AFFIRMED AS MODIFIED.
FINNEY, C.J., TOAL, WALLER, and BURNETT, JJ., concur.
1The common law rule is that if a victim dies over a year and a day later, he can not be charged with murder. William S. McAninch and W. Gaston Fairey, The Criminal Law of South Carolina 72 (3d ed. 1996). We question the applicability of this rule with present day medical advances which could sustain a victim's life for an indefinite period. However, this is not an issue in this case.
2 Sutton appealed his convictions to the Court of Appeals solely on the ground they violated the double jeopardy clause. In his reply brief to the Court of Appeals, he argued that there is no offense of attempted murder. In reversing, the Court of Appeals stated the offense of ABIK embraces the whole offense of attempted murder. The Court of Appeals then cited several cases in which convictions were vacated because the underlying criminal statutes were no longer in effect (i.e. the courts did not have subject matter jurisdiction). The Court of Appeals clearly applied a double jeopardy analysis and yet then cited several subject matter jurisdiction cases as authority for vacating Sutton's attempted murder conviction. Sutton contends the State's argument is procedurally barred. The Court of Appeals combined the issue to include both subject matter jurisdiction and double jeopardy and now, in all fairness, one issue can not be separated from-the other. Furthermore, we think the State adequately raised both the issues of double jeopardy and subject matter jurisdiction in its petition for rehearing.
3We note ABIK is punishable by imprisonment not to exceed twenty years. S.C. Code Ann. § 16-3-620 (1985). A person who commits the common law offense of attempt, is punishable as for the principal offense. S.C. Code Ann. § 16-1-80 (Supp. 1999). Thus, attempted murder may be punishable by a life sentence or imprisonment for thirty years.
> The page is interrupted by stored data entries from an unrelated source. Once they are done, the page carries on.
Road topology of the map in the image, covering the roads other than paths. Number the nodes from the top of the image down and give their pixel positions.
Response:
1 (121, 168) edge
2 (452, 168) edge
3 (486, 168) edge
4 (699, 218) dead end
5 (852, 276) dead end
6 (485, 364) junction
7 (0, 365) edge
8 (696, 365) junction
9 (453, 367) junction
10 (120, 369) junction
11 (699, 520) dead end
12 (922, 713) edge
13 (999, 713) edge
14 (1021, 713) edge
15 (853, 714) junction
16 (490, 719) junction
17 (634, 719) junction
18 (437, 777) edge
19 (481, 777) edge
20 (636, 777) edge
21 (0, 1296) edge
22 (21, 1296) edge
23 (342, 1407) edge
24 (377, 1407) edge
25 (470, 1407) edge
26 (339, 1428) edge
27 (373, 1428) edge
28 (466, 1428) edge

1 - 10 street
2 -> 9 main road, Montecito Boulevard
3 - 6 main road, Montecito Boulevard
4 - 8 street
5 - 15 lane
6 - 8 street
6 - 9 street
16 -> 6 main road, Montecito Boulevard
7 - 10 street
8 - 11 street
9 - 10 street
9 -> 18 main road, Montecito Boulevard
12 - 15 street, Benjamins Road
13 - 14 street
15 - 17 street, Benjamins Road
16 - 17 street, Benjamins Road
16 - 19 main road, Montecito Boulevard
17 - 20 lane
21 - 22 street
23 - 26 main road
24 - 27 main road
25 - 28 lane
See S.C. Code Ann.§16-3-20 (Supp. 1999)(punishment for murder).
4Foust was decided in December 1996, 9 months after Sutton's trial.
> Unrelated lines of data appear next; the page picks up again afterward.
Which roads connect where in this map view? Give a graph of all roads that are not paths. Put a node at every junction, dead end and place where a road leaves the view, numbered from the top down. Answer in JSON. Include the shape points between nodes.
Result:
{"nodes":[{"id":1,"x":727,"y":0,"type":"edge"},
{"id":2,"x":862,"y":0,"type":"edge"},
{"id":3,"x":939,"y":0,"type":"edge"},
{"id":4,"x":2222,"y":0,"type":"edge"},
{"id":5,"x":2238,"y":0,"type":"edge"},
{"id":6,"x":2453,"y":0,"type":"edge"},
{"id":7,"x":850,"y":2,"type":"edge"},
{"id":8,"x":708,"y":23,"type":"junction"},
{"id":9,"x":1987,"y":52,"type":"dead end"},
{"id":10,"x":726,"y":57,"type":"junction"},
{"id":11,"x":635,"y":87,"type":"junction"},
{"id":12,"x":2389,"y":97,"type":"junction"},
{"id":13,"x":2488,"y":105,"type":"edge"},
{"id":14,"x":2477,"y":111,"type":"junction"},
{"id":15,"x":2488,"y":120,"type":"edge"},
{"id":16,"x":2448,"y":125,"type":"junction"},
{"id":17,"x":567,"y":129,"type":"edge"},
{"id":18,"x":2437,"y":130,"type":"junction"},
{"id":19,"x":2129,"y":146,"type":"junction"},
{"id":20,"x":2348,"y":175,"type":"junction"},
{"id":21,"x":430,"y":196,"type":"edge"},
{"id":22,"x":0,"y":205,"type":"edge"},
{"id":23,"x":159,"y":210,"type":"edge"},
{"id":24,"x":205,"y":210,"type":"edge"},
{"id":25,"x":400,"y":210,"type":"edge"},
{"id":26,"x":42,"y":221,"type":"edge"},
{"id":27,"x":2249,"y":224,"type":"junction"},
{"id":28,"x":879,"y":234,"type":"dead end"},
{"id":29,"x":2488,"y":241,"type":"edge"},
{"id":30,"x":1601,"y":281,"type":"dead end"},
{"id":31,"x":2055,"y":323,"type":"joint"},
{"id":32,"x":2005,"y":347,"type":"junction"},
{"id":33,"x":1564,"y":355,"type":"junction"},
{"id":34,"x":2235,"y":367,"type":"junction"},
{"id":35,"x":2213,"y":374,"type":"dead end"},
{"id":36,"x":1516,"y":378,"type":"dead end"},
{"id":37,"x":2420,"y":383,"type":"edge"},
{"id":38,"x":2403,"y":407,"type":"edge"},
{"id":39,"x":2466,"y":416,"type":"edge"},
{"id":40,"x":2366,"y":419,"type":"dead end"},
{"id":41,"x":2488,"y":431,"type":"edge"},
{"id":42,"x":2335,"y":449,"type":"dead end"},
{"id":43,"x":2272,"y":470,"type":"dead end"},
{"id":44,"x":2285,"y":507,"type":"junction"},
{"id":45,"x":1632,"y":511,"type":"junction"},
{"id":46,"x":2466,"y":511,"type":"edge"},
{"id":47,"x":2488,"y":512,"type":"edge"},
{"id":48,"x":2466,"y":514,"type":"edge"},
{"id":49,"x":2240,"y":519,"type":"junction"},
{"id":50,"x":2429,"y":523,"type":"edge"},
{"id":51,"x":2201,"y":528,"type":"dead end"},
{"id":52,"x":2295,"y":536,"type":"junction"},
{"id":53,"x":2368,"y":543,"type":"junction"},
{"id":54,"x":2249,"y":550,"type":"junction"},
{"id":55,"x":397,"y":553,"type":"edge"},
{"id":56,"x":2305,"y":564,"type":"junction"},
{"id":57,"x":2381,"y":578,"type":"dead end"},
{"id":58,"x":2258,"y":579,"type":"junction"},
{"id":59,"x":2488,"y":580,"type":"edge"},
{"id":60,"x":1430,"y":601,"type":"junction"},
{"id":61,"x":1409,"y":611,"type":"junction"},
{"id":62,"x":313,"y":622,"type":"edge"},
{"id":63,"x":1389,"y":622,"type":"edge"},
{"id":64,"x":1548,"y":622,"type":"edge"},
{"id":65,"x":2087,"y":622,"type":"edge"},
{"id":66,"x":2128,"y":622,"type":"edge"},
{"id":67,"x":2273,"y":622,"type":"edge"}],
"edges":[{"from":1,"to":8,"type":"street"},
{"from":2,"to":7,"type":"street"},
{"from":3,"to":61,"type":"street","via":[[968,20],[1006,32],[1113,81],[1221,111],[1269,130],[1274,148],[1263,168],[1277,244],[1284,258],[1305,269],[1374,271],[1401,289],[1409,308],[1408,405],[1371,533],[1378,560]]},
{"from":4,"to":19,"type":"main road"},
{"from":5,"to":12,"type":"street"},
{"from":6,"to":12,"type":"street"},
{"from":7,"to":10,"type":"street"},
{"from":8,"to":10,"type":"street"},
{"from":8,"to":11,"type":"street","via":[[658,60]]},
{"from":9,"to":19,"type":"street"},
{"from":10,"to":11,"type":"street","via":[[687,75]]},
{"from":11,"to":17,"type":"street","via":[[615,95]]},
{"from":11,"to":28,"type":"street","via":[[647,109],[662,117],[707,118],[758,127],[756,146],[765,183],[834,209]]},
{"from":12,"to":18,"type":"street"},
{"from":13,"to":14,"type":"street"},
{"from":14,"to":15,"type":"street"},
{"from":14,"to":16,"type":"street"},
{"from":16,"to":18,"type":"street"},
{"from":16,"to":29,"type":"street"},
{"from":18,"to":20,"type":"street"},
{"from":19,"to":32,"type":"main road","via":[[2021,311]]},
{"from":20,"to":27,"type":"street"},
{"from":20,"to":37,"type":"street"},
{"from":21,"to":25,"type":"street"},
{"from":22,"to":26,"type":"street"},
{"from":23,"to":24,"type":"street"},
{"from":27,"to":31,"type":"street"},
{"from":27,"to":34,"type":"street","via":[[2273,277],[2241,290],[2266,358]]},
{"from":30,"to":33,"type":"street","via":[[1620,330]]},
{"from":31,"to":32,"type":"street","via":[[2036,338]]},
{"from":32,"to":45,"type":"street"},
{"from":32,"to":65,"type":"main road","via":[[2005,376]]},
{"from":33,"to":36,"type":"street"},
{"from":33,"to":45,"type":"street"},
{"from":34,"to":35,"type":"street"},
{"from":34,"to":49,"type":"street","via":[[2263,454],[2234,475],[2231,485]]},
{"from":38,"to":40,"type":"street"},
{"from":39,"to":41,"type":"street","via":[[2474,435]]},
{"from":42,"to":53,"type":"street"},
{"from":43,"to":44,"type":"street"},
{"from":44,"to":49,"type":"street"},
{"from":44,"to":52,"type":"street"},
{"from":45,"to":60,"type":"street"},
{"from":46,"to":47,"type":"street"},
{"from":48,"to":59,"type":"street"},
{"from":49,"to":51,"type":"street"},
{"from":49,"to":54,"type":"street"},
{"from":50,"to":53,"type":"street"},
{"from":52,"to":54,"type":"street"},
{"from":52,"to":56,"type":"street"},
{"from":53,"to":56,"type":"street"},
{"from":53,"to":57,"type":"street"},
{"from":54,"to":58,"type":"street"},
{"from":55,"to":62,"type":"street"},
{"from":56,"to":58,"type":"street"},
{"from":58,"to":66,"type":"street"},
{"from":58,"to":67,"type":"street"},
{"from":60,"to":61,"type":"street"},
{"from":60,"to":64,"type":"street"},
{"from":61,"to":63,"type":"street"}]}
5 A specific intent to kill may be, and normally is, inferred from the surrounding circumstances, such as the character of the attack, the use of a deadly weapon, and the nature and extent of the victim's injuries. People v. Parker, 724 N.E.2d 203 (I11.App. Ct. 1st Dist.1999).
6There is a good discussion of this subject in William S. McAninch and W. Gaston Fairey, The Criminal Law of South Carolina 186-187 (3d ed. 1996).
7The Model Penal Code §211.1 states "[a] person is guilty of assault if he: (a) attempts to cause or purposely, knowingly or recklessly causes bodily injury to another; or (b) negligently causes bodily injury to another with a deadly weapon; or (c) attempts by physical menace to put another in fear of imminent serious bodily injury."
8Furthermore, we note that had Thomas died within a year, Sutton could have been convicted at most of murder and received a life sentence. Because Sutton lived for over a year and a day after the shooting, Sutton was convicted of both attempted murder and ABIK and received a life sentence and 20 years; albeit in this case, the sentences were to run concurrently.